Task to carry out: Copy each line of the records that contains the word "Give".

..............................

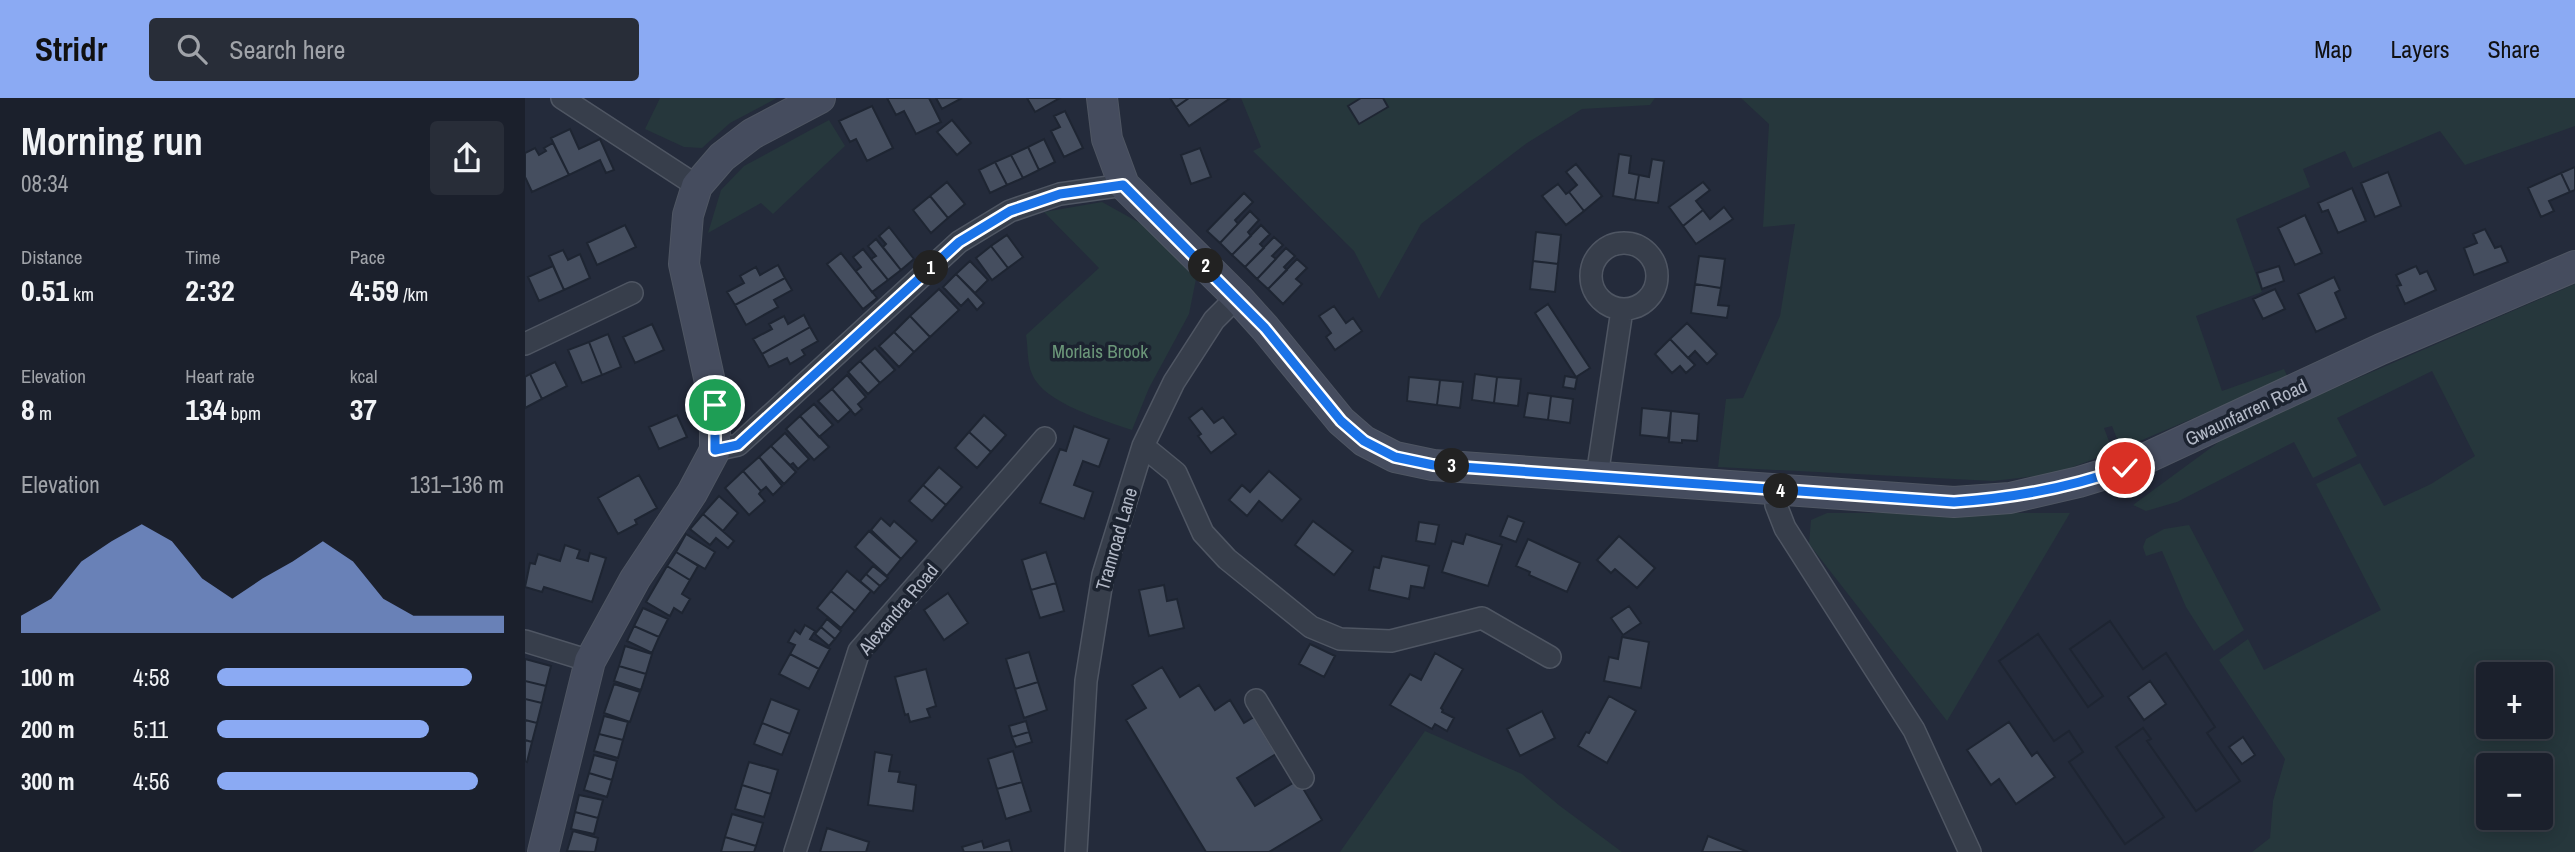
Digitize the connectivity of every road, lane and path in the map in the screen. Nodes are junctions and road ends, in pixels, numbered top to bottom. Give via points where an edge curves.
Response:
1 (562, 98) edge
2 (820, 98) edge
3 (1103, 98) edge
4 (1123, 185) junction
5 (697, 186) junction
6 (2575, 266) edge
7 (632, 293) dead end
8 (1237, 297) junction
9 (1622, 310) dead end
10 (525, 344) edge
11 (1045, 438) dead end
12 (1143, 446) junction
13 (715, 450) junction
14 (1597, 476) junction
15 (1776, 491) junction
16 (525, 641) edge
17 (1550, 657) dead end
18 (590, 661) junction
19 (1256, 700) dead end
20 (1303, 778) dead end
21 (543, 852) edge
22 (795, 852) edge
23 (1076, 852) edge
24 (1970, 852) edge

1 - 5 street
2 - 5 street via 752,134 722,157
3 - 4 street via 1107,139
4 - 8 street, Gwaunfarren Road
4 - 13 street via 1060,194 1010,211 959,242 738,445
5 - 13 street via 688,215 684,264 715,405
6 - 15 street, Gwaunfarren Road via 2381,349 2125,468 2091,479 2010,498 1954,502
7 - 10 street
8 - 12 street, Tramroad Lane via 1214,320 1174,382
8 - 14 street, Gwaunfarren Road via 1341,421 1364,441 1395,457 1433,465
9 - 14 street
11 - 22 street, Alexandra Road via 859,652
12 - 17 street via 1176,473 1203,533 1227,559 1311,627 1340,639 1391,641 1482,618
12 - 23 street, Tramroad Lane via 1103,575 1086,681
13 - 18 street
14 - 15 street, Gwaunfarren Road
15 - 24 street via 1785,528 1914,730
16 - 18 street
18 - 21 street
19 - 20 street

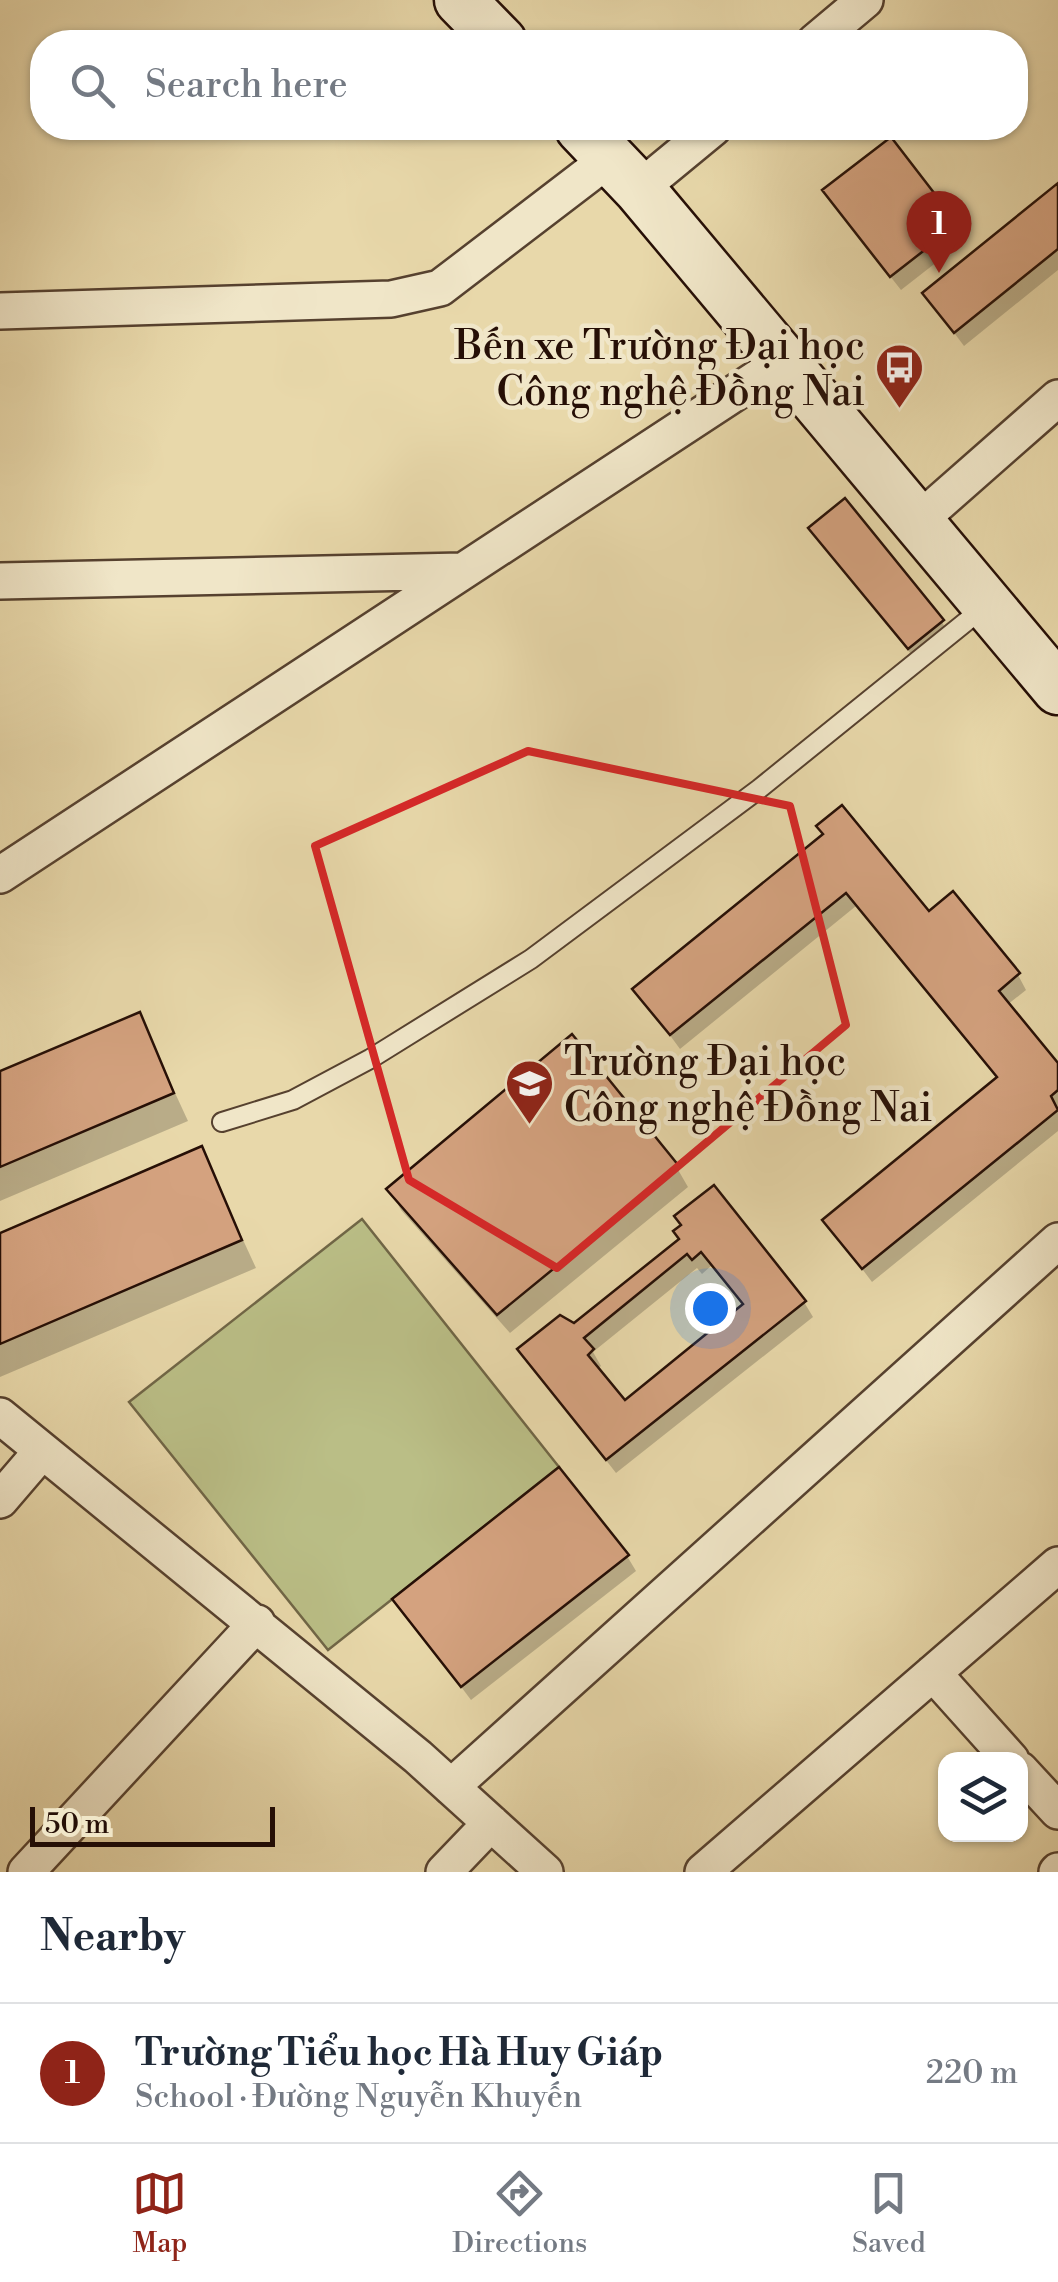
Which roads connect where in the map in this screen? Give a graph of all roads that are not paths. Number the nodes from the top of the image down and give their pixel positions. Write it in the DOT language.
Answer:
graph roads {
  1 [pos="460,0"];
  2 [pos="865,0"];
  3 [pos="489,30"];
  4 [pos="829,30"];
  5 [pos="672,140"];
  6 [pos="610,158"];
  7 [pos="0,310"];
  8 [pos="782,362"];
  9 [pos="1058,398"];
  10 [pos="916,523"];
  11 [pos="463,571"];
  12 [pos="0,581"];
  13 [pos="986,605"];
  14 [pos="1058,689"];
  15 [pos="0,875"];
  16 [pos="222,1122"];
  17 [pos="1058,1242"];
  18 [pos="0,1416"];
  19 [pos="42,1451"];
  20 [pos="0,1500"];
  21 [pos="1058,1565"];
  22 [pos="256,1624"];
  23 [pos="932,1673"];
  24 [pos="1004,1752"];
  25 [pos="1028,1779"];
  26 [pos="450,1786"];
  27 [pos="1058,1811"];
  28 [pos="491,1823"];
  29 [pos="26,1872"];
  30 [pos="444,1872"];
  31 [pos="545,1872"];
  32 [pos="702,1872"];
  1 -- 3 [label="street"];
  2 -- 4 [label="street"];
  5 -- 6 [label="street"];
  6 -- 7 [label="street"];
  6 -- 8 [label="street"];
  8 -- 10 [label="street"];
  8 -- 11 [label="street"];
  9 -- 10 [label="street"];
  10 -- 13 [label="street"];
  11 -- 12 [label="street"];
  11 -- 15 [label="street"];
  13 -- 14 [label="street"];
  13 -- 16 [label="lane"];
  17 -- 26 [label="street"];
  18 -- 19 [label="street"];
  19 -- 20 [label="street"];
  19 -- 22 [label="street"];
  21 -- 23 [label="street"];
  22 -- 26 [label="street"];
  22 -- 29 [label="street"];
  23 -- 24 [label="street"];
  23 -- 32 [label="street"];
  25 -- 27 [label="street"];
  26 -- 28 [label="street"];
  28 -- 30 [label="street"];
  28 -- 31 [label="street"];
}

..............................

Finished exercise:
Digitize the connectivity of every road, lane and path in the map in the screen. Nodes are junctions and road ends, in pixels, numbered top to bottom. Give via points where an edge curves.
Which roads connect where in the map in this screen? Give a graph of all roads that are not paths. Number the nodes from the top of the image down and give their pixel positions. Write it in the DOT language.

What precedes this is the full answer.